### WHAT TO WORK ON
A line qualifies if it holds the string "hand". Copy every qualifying line from the records.

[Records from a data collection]
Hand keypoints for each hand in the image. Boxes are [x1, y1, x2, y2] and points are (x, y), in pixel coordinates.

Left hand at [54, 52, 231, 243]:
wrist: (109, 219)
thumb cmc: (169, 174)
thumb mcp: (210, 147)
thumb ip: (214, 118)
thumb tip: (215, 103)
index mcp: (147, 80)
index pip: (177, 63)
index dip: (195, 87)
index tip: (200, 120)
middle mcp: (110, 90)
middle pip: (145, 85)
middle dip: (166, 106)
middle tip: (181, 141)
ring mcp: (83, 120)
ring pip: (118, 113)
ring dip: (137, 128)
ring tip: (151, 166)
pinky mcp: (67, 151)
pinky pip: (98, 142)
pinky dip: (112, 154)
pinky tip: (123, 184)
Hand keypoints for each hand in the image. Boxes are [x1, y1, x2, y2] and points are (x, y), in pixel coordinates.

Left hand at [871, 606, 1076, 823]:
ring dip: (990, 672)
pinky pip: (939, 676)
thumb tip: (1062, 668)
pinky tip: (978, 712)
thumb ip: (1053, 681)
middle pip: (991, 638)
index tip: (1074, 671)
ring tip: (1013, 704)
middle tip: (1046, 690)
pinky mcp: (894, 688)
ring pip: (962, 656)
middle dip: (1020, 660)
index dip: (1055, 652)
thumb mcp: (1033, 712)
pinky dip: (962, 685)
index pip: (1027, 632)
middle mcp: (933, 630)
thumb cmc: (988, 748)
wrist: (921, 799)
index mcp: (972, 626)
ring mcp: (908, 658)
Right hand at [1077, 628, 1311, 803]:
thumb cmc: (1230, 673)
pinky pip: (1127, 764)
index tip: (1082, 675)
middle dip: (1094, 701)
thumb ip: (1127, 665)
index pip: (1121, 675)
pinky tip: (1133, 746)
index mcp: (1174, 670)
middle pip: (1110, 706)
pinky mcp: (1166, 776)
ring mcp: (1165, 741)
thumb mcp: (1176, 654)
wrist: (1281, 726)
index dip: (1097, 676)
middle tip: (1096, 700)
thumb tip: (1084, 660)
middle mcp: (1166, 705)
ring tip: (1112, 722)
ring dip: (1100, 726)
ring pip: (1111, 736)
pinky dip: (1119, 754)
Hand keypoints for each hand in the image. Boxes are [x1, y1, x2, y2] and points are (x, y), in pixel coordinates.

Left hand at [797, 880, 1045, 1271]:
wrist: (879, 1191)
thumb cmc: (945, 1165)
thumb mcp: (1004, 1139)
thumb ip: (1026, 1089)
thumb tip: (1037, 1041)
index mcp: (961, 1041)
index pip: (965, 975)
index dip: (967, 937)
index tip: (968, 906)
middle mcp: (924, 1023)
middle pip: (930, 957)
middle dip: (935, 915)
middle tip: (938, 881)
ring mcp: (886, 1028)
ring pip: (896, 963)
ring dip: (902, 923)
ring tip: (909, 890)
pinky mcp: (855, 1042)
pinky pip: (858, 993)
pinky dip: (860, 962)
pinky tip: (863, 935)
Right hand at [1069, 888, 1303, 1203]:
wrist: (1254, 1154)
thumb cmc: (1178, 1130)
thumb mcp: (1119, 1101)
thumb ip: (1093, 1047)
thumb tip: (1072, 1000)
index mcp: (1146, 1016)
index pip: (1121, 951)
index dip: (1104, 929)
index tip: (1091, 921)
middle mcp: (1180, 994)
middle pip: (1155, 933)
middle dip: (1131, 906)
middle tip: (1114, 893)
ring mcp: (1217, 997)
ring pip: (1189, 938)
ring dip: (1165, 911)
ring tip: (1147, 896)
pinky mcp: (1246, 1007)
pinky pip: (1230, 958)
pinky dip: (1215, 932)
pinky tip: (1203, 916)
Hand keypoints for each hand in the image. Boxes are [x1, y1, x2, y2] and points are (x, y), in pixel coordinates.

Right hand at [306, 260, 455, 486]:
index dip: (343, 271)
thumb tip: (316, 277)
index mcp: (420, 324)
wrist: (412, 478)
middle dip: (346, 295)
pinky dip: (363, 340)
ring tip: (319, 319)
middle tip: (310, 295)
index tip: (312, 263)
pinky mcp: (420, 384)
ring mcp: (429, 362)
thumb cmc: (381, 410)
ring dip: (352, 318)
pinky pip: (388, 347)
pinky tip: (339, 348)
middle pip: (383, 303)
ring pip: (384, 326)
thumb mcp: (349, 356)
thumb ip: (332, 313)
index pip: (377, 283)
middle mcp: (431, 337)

### SOLUTION TO THIS EXERCISE
Hand keypoints for each hand in the image. Boxes are [x1, y1, x2, y2] and points are (x, y), in pixel coordinates.
Left hand at [54, 52, 231, 243]:
Hand keypoints for each hand in the image. Boxes are [x1, y1, x2, y2] and points are (x, y), in pixel coordinates.
Left hand at [871, 606, 1076, 823]:
Right hand at [1077, 628, 1311, 803]:
Hand keypoints for each hand in the image. Boxes are [x1, y1, x2, y2] and points are (x, y), in pixel coordinates.
Left hand at [797, 880, 1045, 1271]:
Right hand at [1069, 888, 1303, 1203]:
Hand keypoints for each hand in the image. Boxes are [x1, y1, x2, y2] and points are (x, y), in pixel coordinates.
Right hand at [306, 260, 455, 486]:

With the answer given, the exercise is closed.